Task requirements
Report every line below that holds the word "Schlosspark".

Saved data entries
┄┄┄┄┄┄┄┄┄┄┄┄┄┄┄┄┄┄┄┄

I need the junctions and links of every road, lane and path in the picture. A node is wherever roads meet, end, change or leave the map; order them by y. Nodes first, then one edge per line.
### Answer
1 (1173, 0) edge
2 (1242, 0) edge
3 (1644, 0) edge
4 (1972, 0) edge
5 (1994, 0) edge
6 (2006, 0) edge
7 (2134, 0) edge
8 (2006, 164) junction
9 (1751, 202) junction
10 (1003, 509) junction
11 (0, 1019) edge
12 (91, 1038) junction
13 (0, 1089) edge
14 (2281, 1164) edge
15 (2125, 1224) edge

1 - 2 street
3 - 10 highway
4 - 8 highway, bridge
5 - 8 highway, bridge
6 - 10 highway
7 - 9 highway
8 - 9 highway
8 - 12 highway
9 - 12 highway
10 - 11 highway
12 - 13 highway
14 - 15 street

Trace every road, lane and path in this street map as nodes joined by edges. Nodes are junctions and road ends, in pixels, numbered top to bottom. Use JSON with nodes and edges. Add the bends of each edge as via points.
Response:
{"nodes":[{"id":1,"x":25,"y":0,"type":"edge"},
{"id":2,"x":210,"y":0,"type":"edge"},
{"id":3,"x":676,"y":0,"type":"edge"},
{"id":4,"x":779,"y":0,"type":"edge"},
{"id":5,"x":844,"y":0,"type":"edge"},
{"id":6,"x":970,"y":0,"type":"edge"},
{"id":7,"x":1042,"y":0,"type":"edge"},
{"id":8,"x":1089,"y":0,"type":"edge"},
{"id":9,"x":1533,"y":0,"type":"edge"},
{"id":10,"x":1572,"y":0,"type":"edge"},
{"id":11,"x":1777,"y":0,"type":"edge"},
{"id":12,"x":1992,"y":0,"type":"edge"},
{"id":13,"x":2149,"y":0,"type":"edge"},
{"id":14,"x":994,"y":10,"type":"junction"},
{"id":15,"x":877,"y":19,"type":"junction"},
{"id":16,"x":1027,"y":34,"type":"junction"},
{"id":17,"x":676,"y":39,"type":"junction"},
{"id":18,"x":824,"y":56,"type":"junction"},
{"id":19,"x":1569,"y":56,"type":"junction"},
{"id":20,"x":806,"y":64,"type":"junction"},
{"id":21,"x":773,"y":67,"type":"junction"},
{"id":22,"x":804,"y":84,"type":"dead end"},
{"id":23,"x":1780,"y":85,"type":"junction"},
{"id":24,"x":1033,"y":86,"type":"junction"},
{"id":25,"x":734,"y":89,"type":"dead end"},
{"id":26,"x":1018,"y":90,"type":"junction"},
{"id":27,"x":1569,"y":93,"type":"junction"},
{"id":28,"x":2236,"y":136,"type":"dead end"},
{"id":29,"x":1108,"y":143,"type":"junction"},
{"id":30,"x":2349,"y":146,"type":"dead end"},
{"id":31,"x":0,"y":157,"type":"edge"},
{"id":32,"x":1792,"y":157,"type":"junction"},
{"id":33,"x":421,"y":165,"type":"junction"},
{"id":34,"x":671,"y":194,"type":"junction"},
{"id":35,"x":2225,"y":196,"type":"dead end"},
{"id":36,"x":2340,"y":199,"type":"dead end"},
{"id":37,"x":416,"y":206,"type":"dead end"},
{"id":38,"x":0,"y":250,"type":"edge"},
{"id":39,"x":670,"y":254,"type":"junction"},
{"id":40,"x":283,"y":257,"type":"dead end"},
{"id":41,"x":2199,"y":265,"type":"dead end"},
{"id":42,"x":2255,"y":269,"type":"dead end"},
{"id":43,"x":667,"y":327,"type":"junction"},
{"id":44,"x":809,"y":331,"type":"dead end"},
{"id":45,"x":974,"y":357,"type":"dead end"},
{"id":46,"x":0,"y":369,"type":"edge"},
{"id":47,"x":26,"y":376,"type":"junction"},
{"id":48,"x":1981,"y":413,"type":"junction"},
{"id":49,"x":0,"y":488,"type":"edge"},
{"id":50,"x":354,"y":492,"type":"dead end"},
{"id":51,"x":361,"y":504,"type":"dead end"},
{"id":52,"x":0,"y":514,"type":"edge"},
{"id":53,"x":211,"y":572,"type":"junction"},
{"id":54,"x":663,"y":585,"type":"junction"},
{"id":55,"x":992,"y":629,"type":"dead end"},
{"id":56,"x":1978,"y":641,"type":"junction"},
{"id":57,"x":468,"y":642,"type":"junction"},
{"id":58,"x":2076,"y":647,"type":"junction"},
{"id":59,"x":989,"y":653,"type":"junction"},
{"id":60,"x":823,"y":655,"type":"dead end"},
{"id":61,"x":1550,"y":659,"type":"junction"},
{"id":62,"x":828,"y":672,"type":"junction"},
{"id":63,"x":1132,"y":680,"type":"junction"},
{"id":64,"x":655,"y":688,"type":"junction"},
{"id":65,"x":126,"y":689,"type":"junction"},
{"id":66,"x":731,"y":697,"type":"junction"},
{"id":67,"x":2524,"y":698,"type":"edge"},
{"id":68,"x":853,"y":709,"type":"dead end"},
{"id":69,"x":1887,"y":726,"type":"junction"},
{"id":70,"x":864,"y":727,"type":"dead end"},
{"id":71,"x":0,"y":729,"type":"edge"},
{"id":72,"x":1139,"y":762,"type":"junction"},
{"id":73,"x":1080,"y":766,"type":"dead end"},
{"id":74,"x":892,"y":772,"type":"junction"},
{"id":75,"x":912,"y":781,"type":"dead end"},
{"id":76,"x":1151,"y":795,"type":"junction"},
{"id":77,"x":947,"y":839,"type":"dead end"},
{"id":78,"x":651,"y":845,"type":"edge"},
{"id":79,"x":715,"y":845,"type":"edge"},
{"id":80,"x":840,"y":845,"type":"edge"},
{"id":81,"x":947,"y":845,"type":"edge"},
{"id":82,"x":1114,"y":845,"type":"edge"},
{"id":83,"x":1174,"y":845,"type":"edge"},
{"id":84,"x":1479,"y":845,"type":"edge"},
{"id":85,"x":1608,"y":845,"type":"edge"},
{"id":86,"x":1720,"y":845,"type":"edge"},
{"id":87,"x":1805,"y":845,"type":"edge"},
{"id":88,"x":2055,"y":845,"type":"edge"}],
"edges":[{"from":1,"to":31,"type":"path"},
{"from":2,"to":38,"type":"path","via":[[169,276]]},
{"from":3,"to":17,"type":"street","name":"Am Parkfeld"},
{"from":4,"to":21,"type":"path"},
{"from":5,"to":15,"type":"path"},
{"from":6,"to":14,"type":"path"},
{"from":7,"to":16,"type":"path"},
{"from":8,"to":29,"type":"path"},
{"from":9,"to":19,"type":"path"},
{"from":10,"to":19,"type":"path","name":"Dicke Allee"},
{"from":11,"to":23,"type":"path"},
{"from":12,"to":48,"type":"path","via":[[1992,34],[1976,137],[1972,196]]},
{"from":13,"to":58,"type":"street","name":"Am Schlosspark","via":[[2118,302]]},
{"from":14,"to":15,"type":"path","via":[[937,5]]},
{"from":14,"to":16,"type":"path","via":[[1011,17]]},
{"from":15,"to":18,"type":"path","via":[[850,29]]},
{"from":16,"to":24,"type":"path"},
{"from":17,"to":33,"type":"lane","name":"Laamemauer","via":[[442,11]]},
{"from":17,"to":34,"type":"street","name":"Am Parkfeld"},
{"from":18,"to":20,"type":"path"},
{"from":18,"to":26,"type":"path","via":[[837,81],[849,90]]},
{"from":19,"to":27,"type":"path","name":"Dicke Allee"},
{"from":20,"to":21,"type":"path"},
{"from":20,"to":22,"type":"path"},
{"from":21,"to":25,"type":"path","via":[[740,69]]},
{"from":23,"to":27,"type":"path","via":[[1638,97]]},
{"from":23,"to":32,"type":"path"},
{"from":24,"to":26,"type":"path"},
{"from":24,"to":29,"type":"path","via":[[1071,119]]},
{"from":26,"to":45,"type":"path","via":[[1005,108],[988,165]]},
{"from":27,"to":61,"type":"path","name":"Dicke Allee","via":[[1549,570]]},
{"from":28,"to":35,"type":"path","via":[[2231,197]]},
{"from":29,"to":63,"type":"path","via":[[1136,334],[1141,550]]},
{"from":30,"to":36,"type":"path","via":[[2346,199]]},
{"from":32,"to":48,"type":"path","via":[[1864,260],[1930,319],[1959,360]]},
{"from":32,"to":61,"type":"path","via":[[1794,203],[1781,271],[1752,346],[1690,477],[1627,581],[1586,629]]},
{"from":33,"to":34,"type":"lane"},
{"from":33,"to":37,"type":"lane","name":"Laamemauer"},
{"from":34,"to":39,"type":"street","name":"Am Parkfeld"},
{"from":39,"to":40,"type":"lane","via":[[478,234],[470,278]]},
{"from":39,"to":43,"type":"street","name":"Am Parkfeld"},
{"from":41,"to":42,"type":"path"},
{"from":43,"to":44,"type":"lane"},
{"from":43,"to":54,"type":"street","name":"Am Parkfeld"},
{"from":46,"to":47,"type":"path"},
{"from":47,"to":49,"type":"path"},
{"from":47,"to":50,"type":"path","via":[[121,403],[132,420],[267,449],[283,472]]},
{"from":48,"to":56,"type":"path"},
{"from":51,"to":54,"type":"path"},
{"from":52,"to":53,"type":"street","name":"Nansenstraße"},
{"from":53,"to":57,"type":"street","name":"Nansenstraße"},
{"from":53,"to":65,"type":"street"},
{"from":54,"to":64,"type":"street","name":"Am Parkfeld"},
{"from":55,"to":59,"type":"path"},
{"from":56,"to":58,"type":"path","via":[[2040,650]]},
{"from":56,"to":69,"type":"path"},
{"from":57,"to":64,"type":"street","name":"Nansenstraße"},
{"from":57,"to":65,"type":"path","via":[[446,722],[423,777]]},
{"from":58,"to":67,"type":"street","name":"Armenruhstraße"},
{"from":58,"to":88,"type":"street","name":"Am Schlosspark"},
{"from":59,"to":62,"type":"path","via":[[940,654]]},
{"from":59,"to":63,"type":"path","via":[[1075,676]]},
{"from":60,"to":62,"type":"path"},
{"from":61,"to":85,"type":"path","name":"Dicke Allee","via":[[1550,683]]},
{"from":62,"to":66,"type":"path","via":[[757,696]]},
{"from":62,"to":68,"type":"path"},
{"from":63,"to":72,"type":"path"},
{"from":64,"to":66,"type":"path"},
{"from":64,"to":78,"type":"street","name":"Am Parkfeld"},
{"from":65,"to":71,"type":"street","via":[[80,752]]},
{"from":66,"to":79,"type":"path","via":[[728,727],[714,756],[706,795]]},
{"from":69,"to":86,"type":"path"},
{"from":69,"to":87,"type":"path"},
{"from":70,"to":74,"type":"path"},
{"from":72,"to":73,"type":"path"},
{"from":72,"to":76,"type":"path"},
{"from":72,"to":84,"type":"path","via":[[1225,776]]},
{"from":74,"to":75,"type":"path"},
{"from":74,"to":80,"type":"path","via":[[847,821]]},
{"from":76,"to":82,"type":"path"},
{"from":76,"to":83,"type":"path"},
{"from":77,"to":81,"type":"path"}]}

┄┄┄┄┄┄┄┄┄┄┄┄┄┄┄┄┄┄┄┄

Output of the task
{"from":13,"to":58,"type":"street","name":"Am Schlosspark","via":[[2118,302]]},
{"from":58,"to":88,"type":"street","name":"Am Schlosspark"},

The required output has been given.